L'Amoco Cadiz
Notice
Une marée noire touche à nouveau les côtes bretonnes. Un pétrolier, l'Amoco Cadiz, s'est échoué hier au large de Portsall dans le Finistère. Malgré les importants moyens mis en oeuvre, la pollution est importante.
Éclairage
Affrété par la société Shell pour transporter 223 000 tonnes de pétrole léger et 4 000 tonnes de fuel lourd provenant d'Arabie Saoudite et d'Iran destinés au marché de Rotterdam, l'Amoco-Cadiz, est un pétrolier géant de 330 mètres de long, immatriculé au Libéria, mais appartenant à la Phillips, compagnie de Chicago dont le siège est aux Bermudes.
Le 16 mars 1978, alors que la mer est très formée, le supertanker connaît une panne de gouvernail non loin des côtes bretonnes, à l'entrée sud de la Manche. Le commandant stoppe les machines et demande de l'assistance. Contacté, l'armateur de Chicago refuse cependant l'offre d'assistance payante proposée par un remorqueur allemand, le Pacific. Les négociations se poursuivent alors que l'Amoco, poussé par un fort vent d'ouest, continue de dériver vers les côtes bretonnes. Quatre heures plus tard, le Pacific commence à tirer le pétrolier, en vain. Les vents dépassent 130 kilomètres à l'heure et les creux atteignent 7 à 8 mètres. Un peu plus de onze heures après sa panne de gouvernail, l'Amoco échoue sur les hauts fonds au large de Portsall ; il se brise de nuit à 21h55, alors que l'équipage est difficilement évacué. Les jours suivants, les cales du navire laissent s'échapper près de 230 000 tonnes de pétrole.
En quelques jours, ce sont près de 360 kilomètres de côtes, de Brest à la baie de Saint-Brieuc, qui sont pollués. Des centaines de millions de poissons et d'invertébrés meurent asphyxiés ou empoisonnés de même que des dizaines de milliers d'oiseaux. Pour faire barrage à cette marée noire, un dispositif impressionnant est mis en place : le plan Polmar ("Pollution maritime") est déclenché par le ministre de la Culture et de l'Environnement. Des produits "dispersants" mais toxiques pour la faune et la flore sont épandus, un barrage flottant de 11 kilomètres est installé ; le fuel est aspiré par les pompiers, auxquels se joignent des milliers de bénévoles pour nettoyer les côtes polluées. Deux ans d'effort sont nécessaires pour effacer une grande part des traces de la marée noire, et au total, moins de 10% du pétrole déversé par l'Amoco a été récupéré.
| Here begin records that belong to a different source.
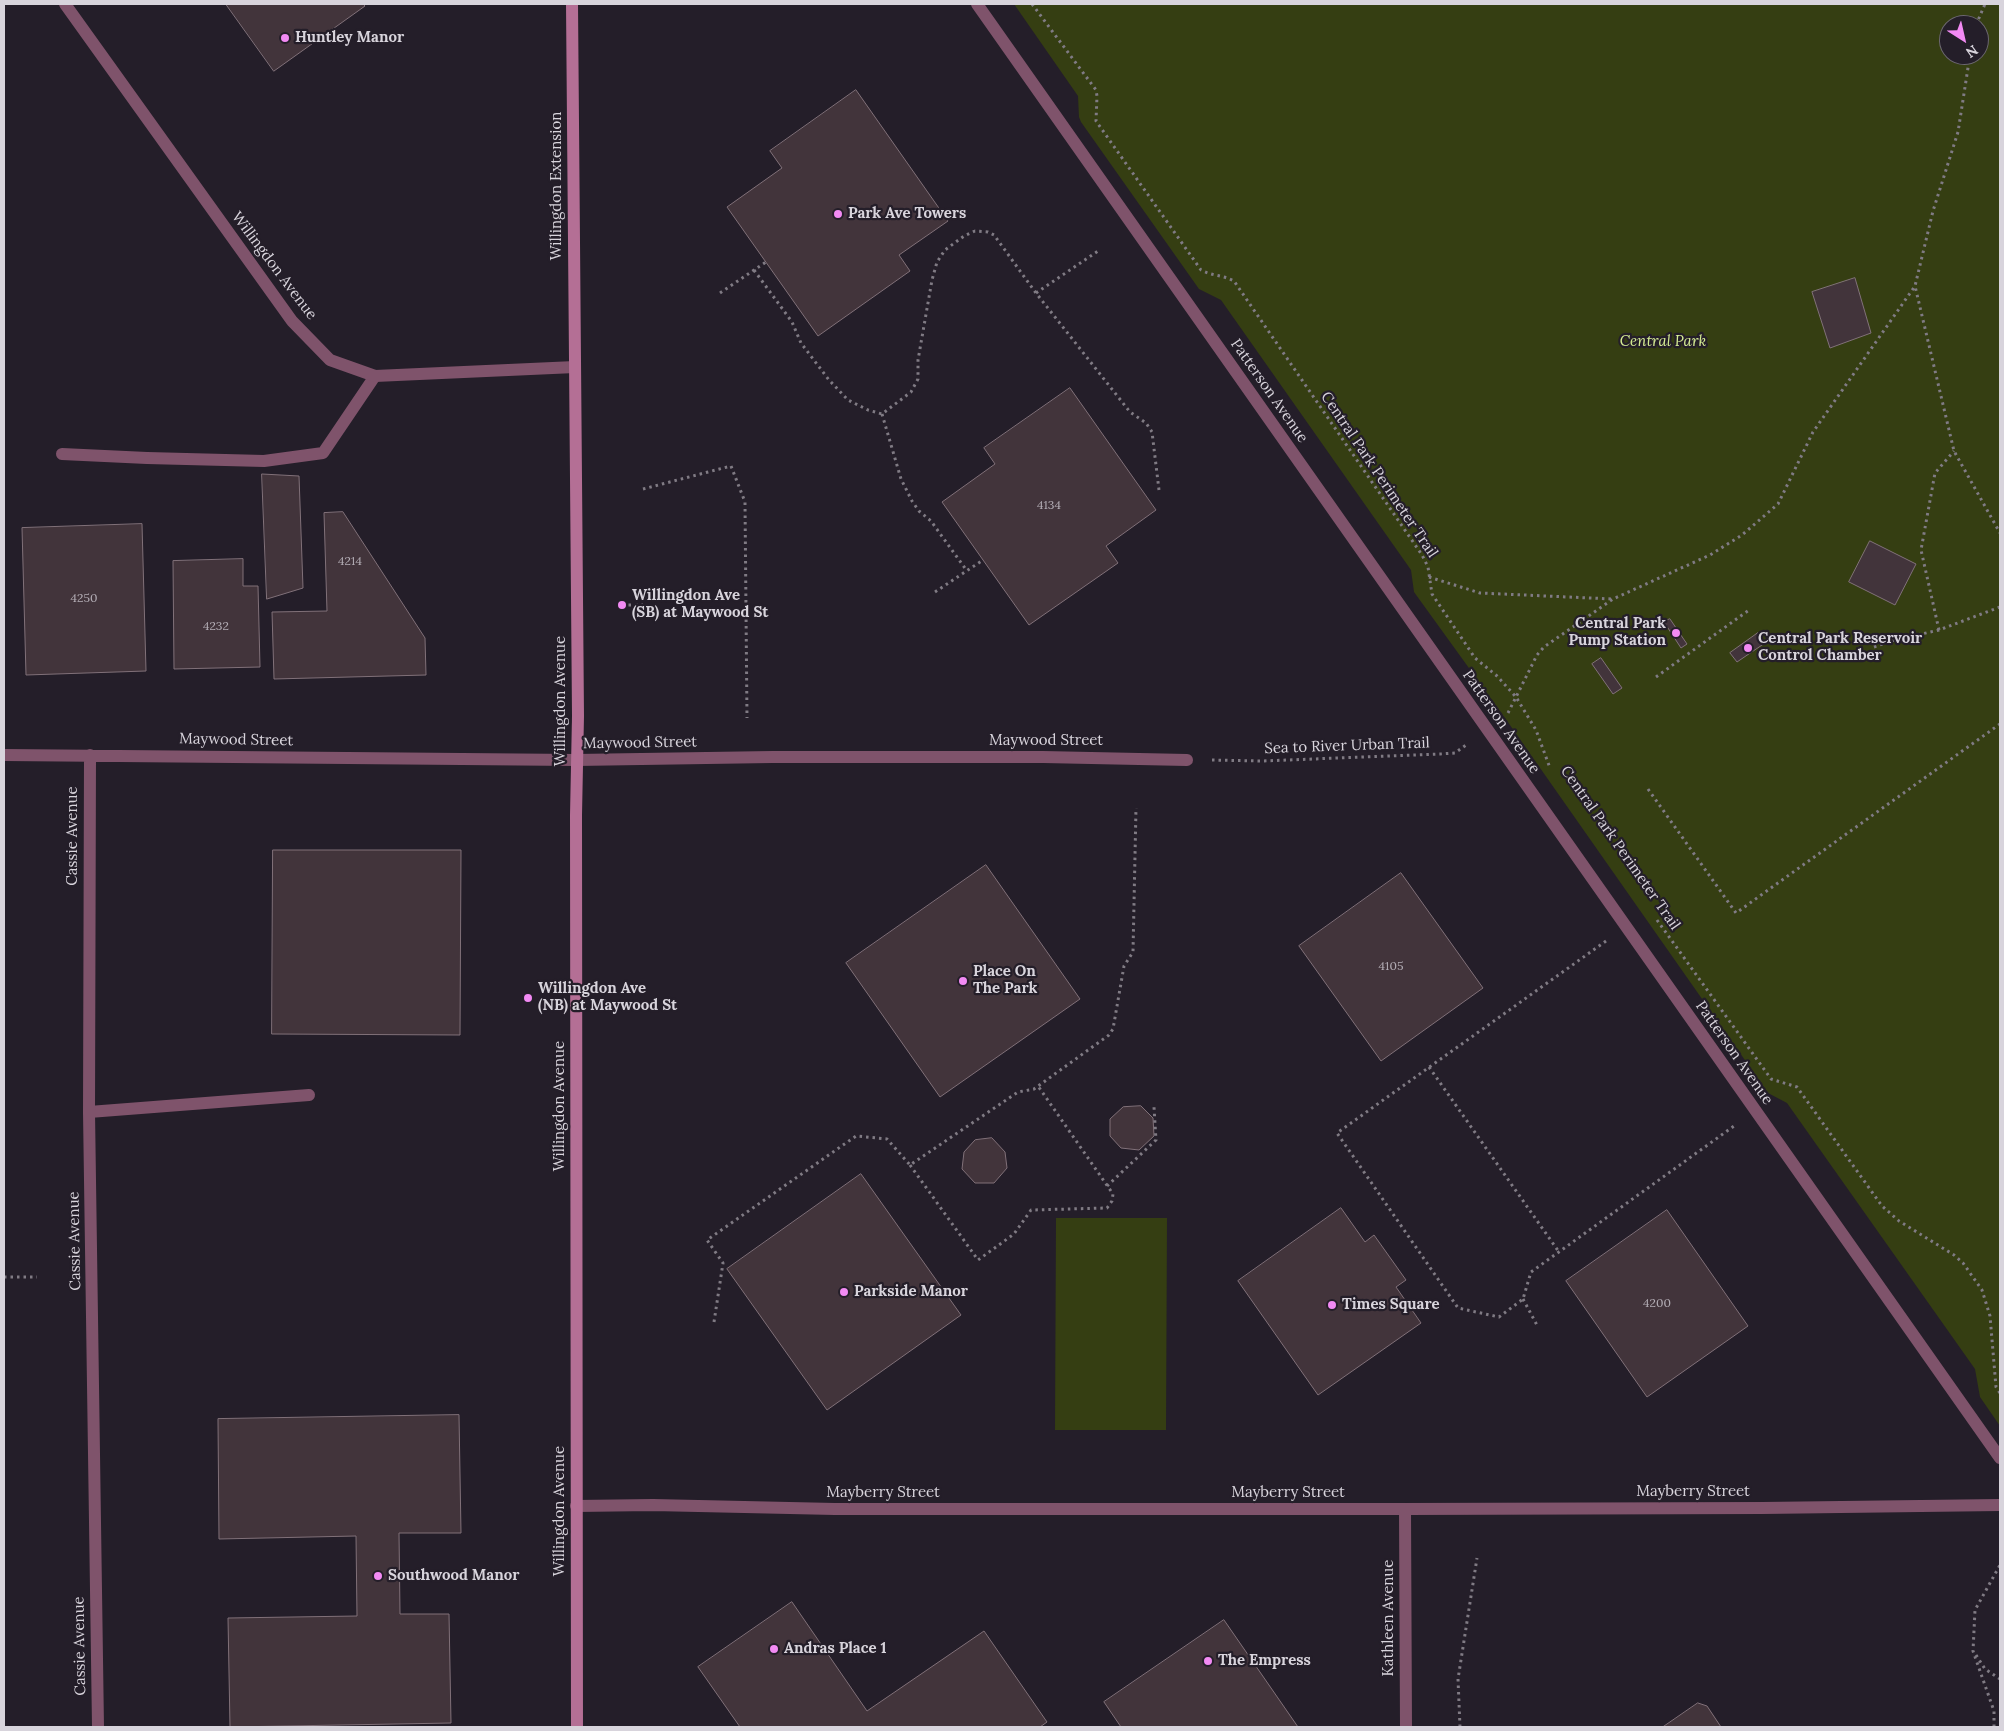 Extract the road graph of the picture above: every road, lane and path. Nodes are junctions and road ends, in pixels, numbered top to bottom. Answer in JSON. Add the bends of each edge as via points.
{"nodes":[{"id":1,"x":65,"y":4,"type":"edge"},
{"id":2,"x":572,"y":4,"type":"edge"},
{"id":3,"x":977,"y":4,"type":"edge"},
{"id":4,"x":1032,"y":4,"type":"edge"},
{"id":5,"x":1968,"y":65,"type":"edge"},
{"id":6,"x":1098,"y":251,"type":"dead end"},
{"id":7,"x":766,"y":262,"type":"dead end"},
{"id":8,"x":754,"y":270,"type":"junction"},
{"id":9,"x":1915,"y":286,"type":"junction"},
{"id":10,"x":720,"y":293,"type":"dead end"},
{"id":11,"x":1036,"y":293,"type":"junction"},
{"id":12,"x":574,"y":367,"type":"junction"},
{"id":13,"x":375,"y":376,"type":"junction"},
{"id":14,"x":882,"y":414,"type":"junction"},
{"id":15,"x":1954,"y":450,"type":"junction"},
{"id":16,"x":62,"y":454,"type":"dead end"},
{"id":17,"x":642,"y":489,"type":"dead end"},
{"id":18,"x":1158,"y":490,"type":"dead end"},
{"id":19,"x":2000,"y":533,"type":"edge"},
{"id":20,"x":983,"y":560,"type":"dead end"},
{"id":21,"x":967,"y":571,"type":"junction"},
{"id":22,"x":1429,"y":577,"type":"junction"},
{"id":23,"x":936,"y":592,"type":"dead end"},
{"id":24,"x":1613,"y":599,"type":"junction"},
{"id":25,"x":622,"y":605,"type":"dead end"},
{"id":26,"x":643,"y":605,"type":"dead end"},
{"id":27,"x":2000,"y":606,"type":"edge"},
{"id":28,"x":1749,"y":610,"type":"dead end"},
{"id":29,"x":1938,"y":630,"type":"junction"},
{"id":30,"x":1874,"y":648,"type":"dead end"},
{"id":31,"x":1656,"y":677,"type":"dead end"},
{"id":32,"x":1516,"y":697,"type":"junction"},
{"id":33,"x":747,"y":718,"type":"dead end"},
{"id":34,"x":1505,"y":718,"type":"dead end"},
{"id":35,"x":2000,"y":724,"type":"edge"},
{"id":36,"x":1470,"y":742,"type":"dead end"},
{"id":37,"x":4,"y":755,"type":"edge"},
{"id":38,"x":90,"y":755,"type":"junction"},
{"id":39,"x":576,"y":760,"type":"junction"},
{"id":40,"x":1187,"y":760,"type":"joint"},
{"id":41,"x":1553,"y":774,"type":"dead end"},
{"id":42,"x":1648,"y":789,"type":"dead end"},
{"id":43,"x":1136,"y":808,"type":"dead end"},
{"id":44,"x":1655,"y":917,"type":"dead end"},
{"id":45,"x":1625,"y":927,"type":"junction"},
{"id":46,"x":1429,"y":1067,"type":"junction"},
{"id":47,"x":1038,"y":1086,"type":"junction"},
{"id":48,"x":309,"y":1095,"type":"dead end"},
{"id":49,"x":1154,"y":1107,"type":"dead end"},
{"id":50,"x":1755,"y":1111,"type":"junction"},
{"id":51,"x":89,"y":1112,"type":"junction"},
{"id":52,"x":910,"y":1165,"type":"junction"},
{"id":53,"x":1107,"y":1186,"type":"junction"},
{"id":54,"x":1559,"y":1252,"type":"junction"},
{"id":55,"x":4,"y":1277,"type":"edge"},
{"id":56,"x":37,"y":1277,"type":"dead end"},
{"id":57,"x":1524,"y":1299,"type":"junction"},
{"id":58,"x":714,"y":1322,"type":"dead end"},
{"id":59,"x":1538,"y":1327,"type":"dead end"},
{"id":60,"x":2000,"y":1393,"type":"edge"},
{"id":61,"x":2000,"y":1458,"type":"edge"},
{"id":62,"x":2000,"y":1505,"type":"edge"},
{"id":63,"x":576,"y":1506,"type":"junction"},
{"id":64,"x":1405,"y":1509,"type":"junction"},
{"id":65,"x":1478,"y":1558,"type":"dead end"},
{"id":66,"x":2000,"y":1565,"type":"edge"},
{"id":67,"x":1973,"y":1651,"type":"junction"},
{"id":68,"x":2000,"y":1680,"type":"edge"},
{"id":69,"x":98,"y":1727,"type":"edge"},
{"id":70,"x":577,"y":1727,"type":"edge"},
{"id":71,"x":1406,"y":1727,"type":"edge"},
{"id":72,"x":1460,"y":1727,"type":"edge"},
{"id":73,"x":1994,"y":1727,"type":"edge"}],
"edges":[{"from":1,"to":13,"type":"street","name":"Willingdon Avenue","via":[[292,321],[330,360]]},
{"from":2,"to":12,"type":"main road","name":"Willingdon Extension"},
{"from":3,"to":45,"type":"street","name":"Patterson Avenue"},
{"from":4,"to":22,"type":"path","name":"Central Park Perimeter Trail","via":[[1096,90],[1096,122],[1201,270],[1234,281],[1422,555]]},
{"from":5,"to":9,"type":"path","via":[[1958,132],[1933,211]]},
{"from":6,"to":11,"type":"path"},
{"from":7,"to":8,"type":"path"},
{"from":8,"to":10,"type":"path"},
{"from":8,"to":14,"type":"path","via":[[829,380],[848,400]]},
{"from":9,"to":15,"type":"path"},
{"from":9,"to":24,"type":"path","via":[[1814,432],[1778,504],[1742,536],[1710,556]]},
{"from":11,"to":14,"type":"path","via":[[994,235],[988,232],[975,231],[945,250],[937,262],[932,280],[918,360],[918,379],[911,392]]},
{"from":11,"to":18,"type":"path","via":[[1130,412],[1146,423],[1152,432]]},
{"from":12,"to":13,"type":"street","name":"Willingdon Avenue"},
{"from":12,"to":39,"type":"main road","name":"Willingdon Avenue"},
{"from":13,"to":16,"type":"street","via":[[323,453],[264,460]]},
{"from":14,"to":21,"type":"path","via":[[901,479],[912,501],[932,521]]},
{"from":15,"to":19,"type":"path"},
{"from":15,"to":29,"type":"path","via":[[1935,472],[1921,550]]},
{"from":17,"to":33,"type":"path","via":[[731,466],[745,502]]},
{"from":20,"to":21,"type":"path"},
{"from":21,"to":23,"type":"path"},
{"from":22,"to":24,"type":"path","via":[[1480,593]]},
{"from":22,"to":32,"type":"path","name":"Central Park Perimeter Trail","via":[[1432,594],[1475,658]]},
{"from":24,"to":32,"type":"path","via":[[1544,647]]},
{"from":25,"to":26,"type":"path"},
{"from":27,"to":29,"type":"path"},
{"from":28,"to":31,"type":"path"},
{"from":29,"to":30,"type":"path"},
{"from":32,"to":34,"type":"path"},
{"from":32,"to":41,"type":"path","name":"Central Park Perimeter Trail","via":[[1536,730]]},
{"from":35,"to":42,"type":"path","via":[[1736,913]]},
{"from":36,"to":40,"type":"path","name":"Sea to River Urban Trail","via":[[1455,753],[1440,754]]},
{"from":37,"to":38,"type":"street","name":"Maywood Street"},
{"from":38,"to":39,"type":"street","name":"Maywood Street"},
{"from":38,"to":51,"type":"street","name":"Cassie Avenue"},
{"from":39,"to":40,"type":"street","name":"Maywood Street","via":[[1043,757]]},
{"from":39,"to":63,"type":"main road","name":"Willingdon Avenue"},
{"from":43,"to":47,"type":"path","via":[[1133,952],[1124,966],[1113,1029]]},
{"from":44,"to":60,"type":"path","name":"Central Park Perimeter Trail","via":[[1771,1078],[1797,1087],[1882,1206],[1963,1263],[1987,1301],[1996,1387]]},
{"from":45,"to":46,"type":"path"},
{"from":45,"to":50,"type":"street","name":"Patterson Avenue"},
{"from":46,"to":54,"type":"path"},
{"from":46,"to":57,"type":"path","via":[[1336,1133],[1458,1308],[1499,1316]]},
{"from":47,"to":52,"type":"path","via":[[1018,1092]]},
{"from":47,"to":53,"type":"path"},
{"from":48,"to":51,"type":"street"},
{"from":49,"to":53,"type":"path","via":[[1156,1140]]},
{"from":50,"to":54,"type":"path"},
{"from":50,"to":61,"type":"street","name":"Patterson Avenue"},
{"from":51,"to":69,"type":"street","name":"Cassie Avenue"},
{"from":52,"to":53,"type":"path","via":[[978,1260],[1014,1234],[1030,1210],[1107,1208],[1113,1194]]},
{"from":52,"to":58,"type":"path","via":[[888,1139],[856,1136],[707,1240],[723,1263]]},
{"from":54,"to":57,"type":"path","via":[[1531,1272]]},
{"from":55,"to":56,"type":"path"},
{"from":57,"to":59,"type":"path"},
{"from":62,"to":64,"type":"street","name":"Mayberry Street"},
{"from":63,"to":64,"type":"street","name":"Mayberry Street"},
{"from":63,"to":70,"type":"main road","name":"Willingdon Avenue"},
{"from":64,"to":71,"type":"street","name":"Kathleen Avenue"},
{"from":65,"to":72,"type":"path","via":[[1458,1680]]},
{"from":66,"to":67,"type":"path","via":[[1975,1610]]},
{"from":67,"to":68,"type":"path","via":[[1984,1669]]},
{"from":67,"to":73,"type":"path","via":[[1994,1711]]}]}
La bataille juridique ne faisait quant à elle que commencer. Les villes et les villages touchés, 90 collectivités au total, se sont regroupées dans un syndicat mixte de défense et de protection des communes bretonnes. Ce syndicat, l'État, et la Société pour l'étude et la protection de la nature en Bretagne (SEPNB), se sont associés pour assigner devant la justice américaine le propriétaire de l'Amoco et son constructeur. Le 18 avril 1984, le tribunal de Chicago attribue la responsabilité principale de l'accident à la société Amoco Corp et une responsabilité partielle aux chantiers navals qui ont construit le supertanker. Le 24 janvier 1992, la cour d'appel de Chicago condamne finalement la société Amoco Corp à verser 1 045 millions de francs à l'État français et 212 millions au syndicat mixte.
Le naufrage de l'Amoco Cadiz a révolutionné le droit maritime à l'échelle internationale. Pour la première fois au monde, une compagnie pétrolière a été reconnue responsable et coupable. Toutefois, les préjudices écologiques n'ont pas été pris en considération. Depuis, des mesures ont été prises au niveau de la navigation : le trafic a été repoussé au large par la mise en place du "rail d'Ouessant". Aussi, une meilleure coordination et centralisation des moyens de prévention et de protection a été mise en place, des centres de stockage et de barrages antipollution ont été créés et le FIPOL (Fonds international d'indemnisation des dommages dus à la pollution par les hydrocarbures) a été fondé.
Bibliographie :
- Joël Cornette, Histoire de la Bretagne et des Bretons, tome 2, Paris, Seuil, 2005.